Showing posts with label Benchmarking. Show all posts

Sunday, 19 October 2014

Performance Series - How poor performance of HttpContent.ReadAsAsync can affect your API/site

Level [T2]

This has been a revelation - what I am about to reveal here, deeply surprised me - it might surprise you too. This post is mainly about consuming restful APIs using HttpClient and when the payload is JSON.

UPDATE: I got in touch with the ASP.NET team and they confirmed this as a performance bug which has now been fixed but the fix yet not available.

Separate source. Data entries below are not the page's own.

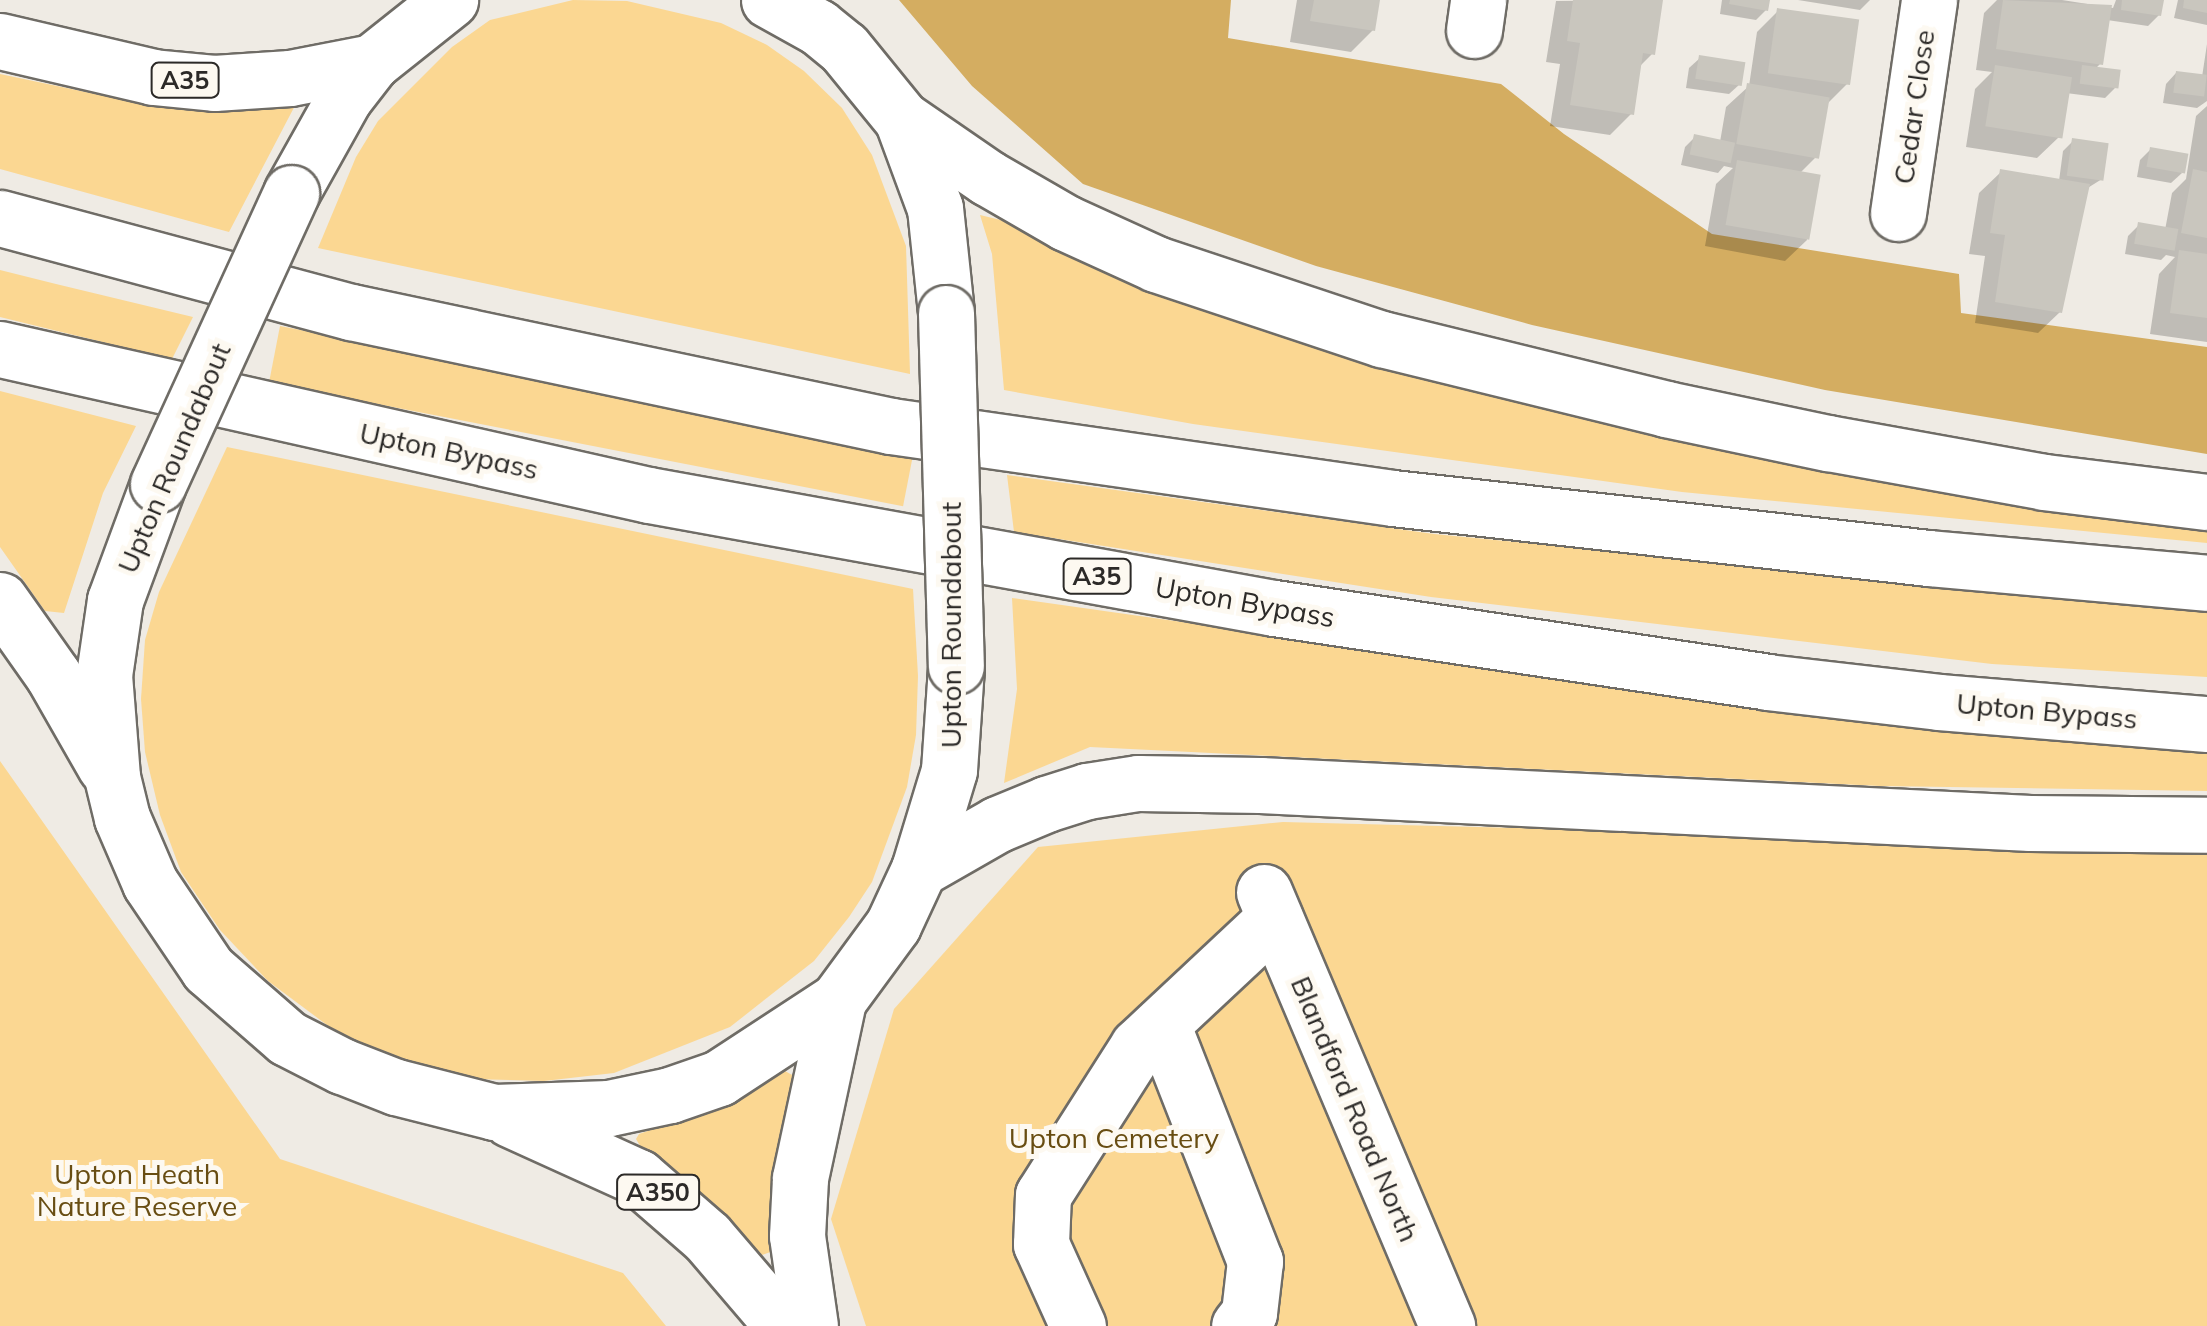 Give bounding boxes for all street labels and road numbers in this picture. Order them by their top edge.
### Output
street label: Cedar Close [1887,28,1941,186]
road number: A35 [150,60,220,100]
street label: Upton Roundabout [110,338,238,578]
street label: Upton Bypass [357,416,541,486]
street label: Upton Roundabout [934,502,968,748]
road number: A35 [1062,556,1132,596]
street label: Upton Bypass [1153,570,1337,634]
street label: Upton Bypass [1955,686,2139,736]
street label: Blandford Road North [1284,971,1426,1247]
road number: A350 [616,1172,700,1212]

As you probably know performance and benchmarking is very close to my heart and I have been recently focusing on benchmarking a few APIs at work. One of my observations was that the Web APIs/Web Sites which have historically been IO-bound, they show sign of CPU strain and have become CPU-bound.

When you think logically about it, there is no magic here: by using async/await, you end up putting your CPU into some use unlike the old times when the threads are blocked waiting for the IO to return and CPU would be twiddling its thumb. However, I found the CPU overhead of the operations excessive so I set out to benchmark a few different scenarios.

Test Setup

Two APIs were created where one was using the other. These two APIs were part of the same cloud service which was deployed to two separate Medium (A2) web roles. I used 2 different deployments of the same code, one dependent upon version 4.0.30506.0 of the API and the ther one with the latest version which was 5.2.2. Difference between two versions of the Web API is the topic of another post, but the differences were not huge although newer versions showed improved performance.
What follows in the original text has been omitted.